## Activity
Exact copy without images: repeat every entry as written.

** Data for review follows **

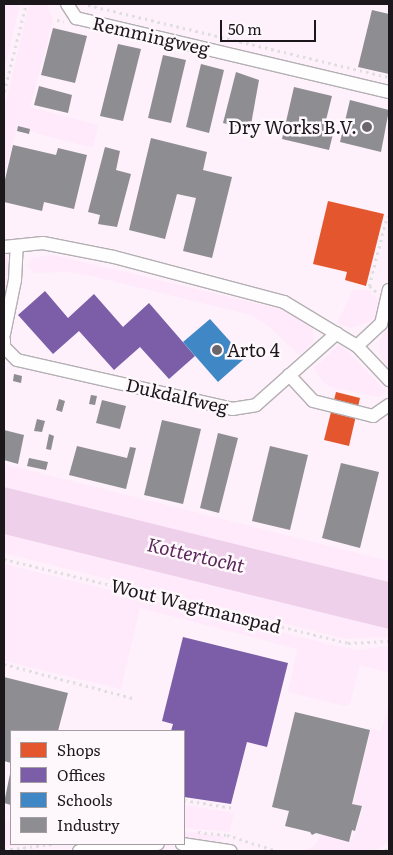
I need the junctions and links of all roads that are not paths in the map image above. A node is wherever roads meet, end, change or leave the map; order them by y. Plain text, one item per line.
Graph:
1 (67, 4) edge
2 (389, 92) edge
3 (4, 246) edge
4 (17, 246) junction
5 (388, 296) edge
6 (337, 333) junction
7 (4, 334) edge
8 (4, 340) edge
9 (358, 346) junction
10 (289, 375) junction
11 (389, 380) edge
12 (389, 404) edge
13 (185, 844) edge
14 (150, 845) edge
15 (117, 849) edge
16 (78, 851) edge
17 (230, 851) edge

1 - 2 street, Remmingweg
3 - 4 street
4 - 6 street
4 - 7 street
5 - 9 street
6 - 9 street
6 - 10 street, Dukdalfweg
8 - 10 street, Dukdalfweg
9 - 11 street
10 - 12 street
13 - 17 street
14 - 15 street
15 - 16 street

** End of Data for review **

## Solution to the problem
I need the junctions and links of all roads that are not paths in the map image above. A node is wherever roads meet, end, change or leave the map; order them by y. Plain text, one item per line.
Graph:
1 (67, 4) edge
2 (389, 92) edge
3 (4, 246) edge
4 (17, 246) junction
5 (388, 296) edge
6 (337, 333) junction
7 (4, 334) edge
8 (4, 340) edge
9 (358, 346) junction
10 (289, 375) junction
11 (389, 380) edge
12 (389, 404) edge
13 (185, 844) edge
14 (150, 845) edge
15 (117, 849) edge
16 (78, 851) edge
17 (230, 851) edge

1 - 2 street, Remmingweg
3 - 4 street
4 - 6 street
4 - 7 street
5 - 9 street
6 - 9 street
6 - 10 street, Dukdalfweg
8 - 10 street, Dukdalfweg
9 - 11 street
10 - 12 street
13 - 17 street
14 - 15 street
15 - 16 street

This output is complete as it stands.